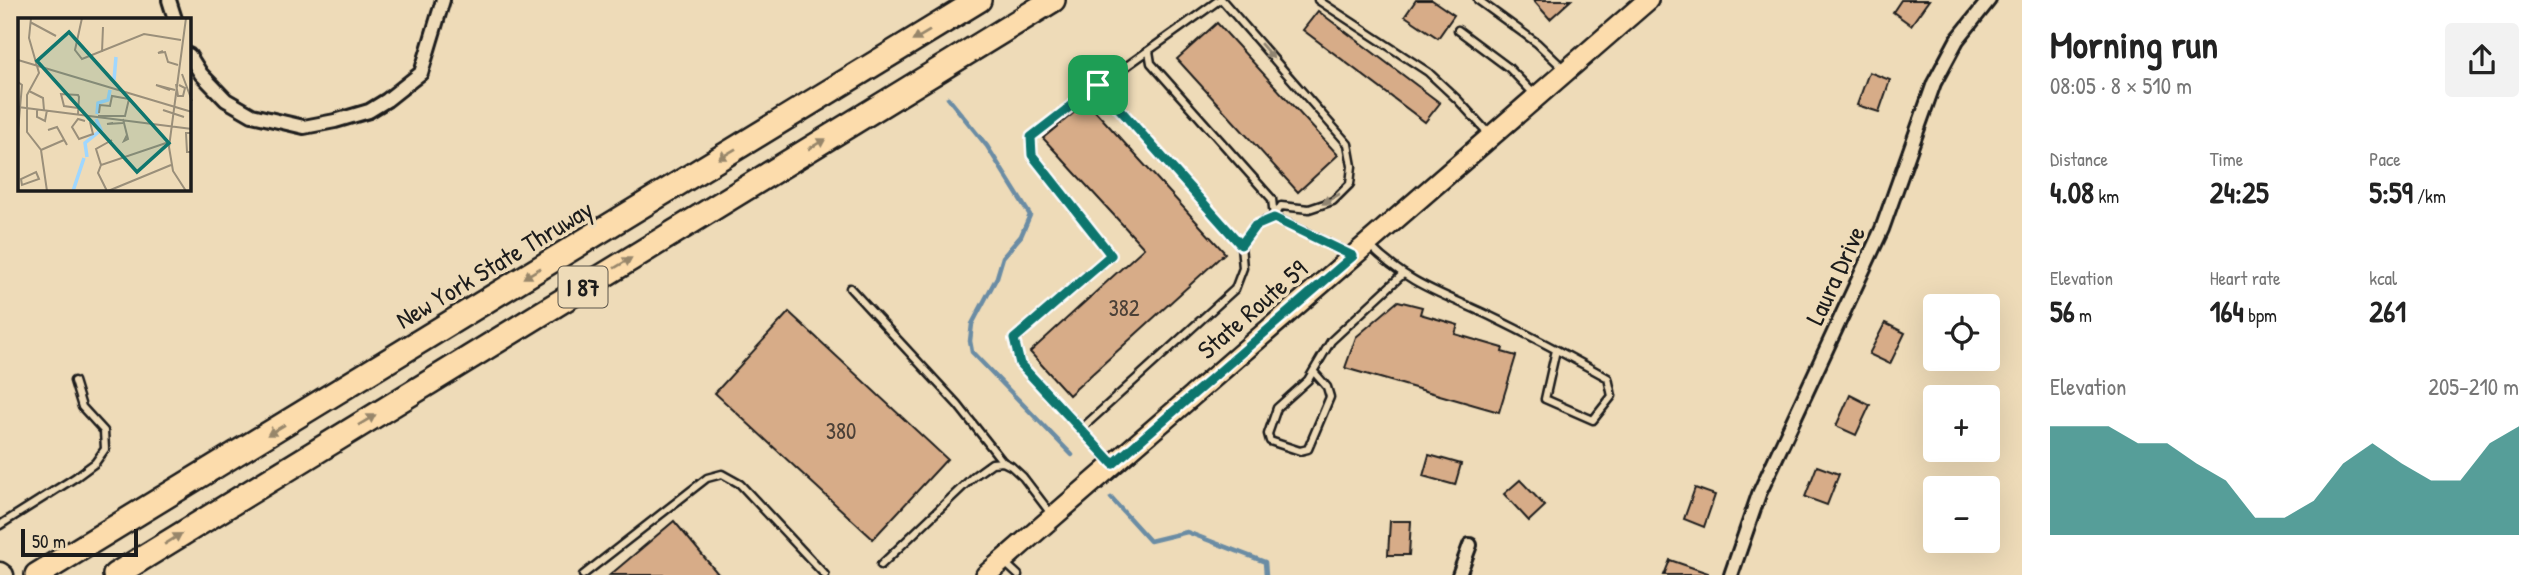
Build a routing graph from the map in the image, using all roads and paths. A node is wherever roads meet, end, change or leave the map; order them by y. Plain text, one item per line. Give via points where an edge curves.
1 (169, 0) edge
2 (443, 0) edge
3 (979, 0) edge
4 (1052, 0) edge
5 (1220, 0) edge
6 (1318, 0) edge
7 (1478, 0) edge
8 (1647, 0) edge
9 (1989, 0) edge
10 (175, 18) edge
11 (1458, 30) dead end
12 (1149, 51) junction
13 (191, 58) edge
14 (1566, 71) junction
15 (1098, 85) junction
16 (1537, 96) junction
17 (1491, 136) junction
18 (1274, 218) junction
19 (1241, 245) junction
20 (1360, 250) junction
21 (1403, 274) junction
22 (850, 288) dead end
23 (1556, 350) junction
24 (1314, 372) junction
25 (74, 381) dead end
26 (1081, 429) junction
27 (1003, 462) junction
28 (1113, 464) junction
29 (1054, 516) junction
30 (0, 525) edge
31 (1470, 545) dead end
32 (881, 565) dead end
33 (44, 571) edge
34 (992, 571) edge
35 (0, 572) edge
36 (4, 575) edge
37 (115, 575) edge
38 (583, 575) edge
39 (825, 575) edge
40 (1018, 575) edge
41 (1459, 575) edge
42 (1731, 575) edge

1 - 10 street
2 - 13 street via 421,73 369,111 335,121 304,127 252,115 226,100
3 -> 33 highway, New York State Thruway / I 87
37 -> 4 highway, I 87
5 - 12 lane
5 -> 18 lane via 1348,144 1350,184 1333,201 1309,209 1281,206
6 - 17 lane via 1428,72
7 - 14 lane via 1537,43
8 - 14 main road, State Route 59
9 - 42 street, Laura Drive via 1957,40 1934,83 1882,229 1759,494
11 - 16 lane via 1510,68
12 - 15 lane
12 - 18 lane via 1151,63 1272,199
14 - 16 main road, State Route 59
15 - 19 lane
15 - 26 lane via 1031,137 1032,155 1111,255 1014,339 1020,364
16 - 17 main road, State Route 59
17 - 20 main road, State Route 59
18 - 19 lane via 1255,226
18 - 20 lane
19 - 26 lane via 1243,268 1235,289
20 - 21 lane
20 - 28 main road, State Route 59
21 - 23 lane
21 - 24 lane via 1331,341
22 - 27 lane via 958,405
23 - 23 lane via 1608,377 1612,396 1593,420 1545,399
24 - 24 lane via 1277,408 1270,440 1300,451 1308,449 1330,397
25 - 30 lane via 82,407 104,431 105,449 76,477
26 - 28 lane
27 - 29 lane via 1023,477
27 - 32 lane via 992,463 974,475
28 - 29 main road, State Route 59
29 - 34 main road, State Route 59
31 - 41 street
34 - 40 lane
35 - 36 street
38 - 39 lane via 707,478 722,474 740,484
== == ==
**What you should do:**
Note how many lines of the listing above contain the string "Route", and give that number with nothing added.

**Solution below:**
7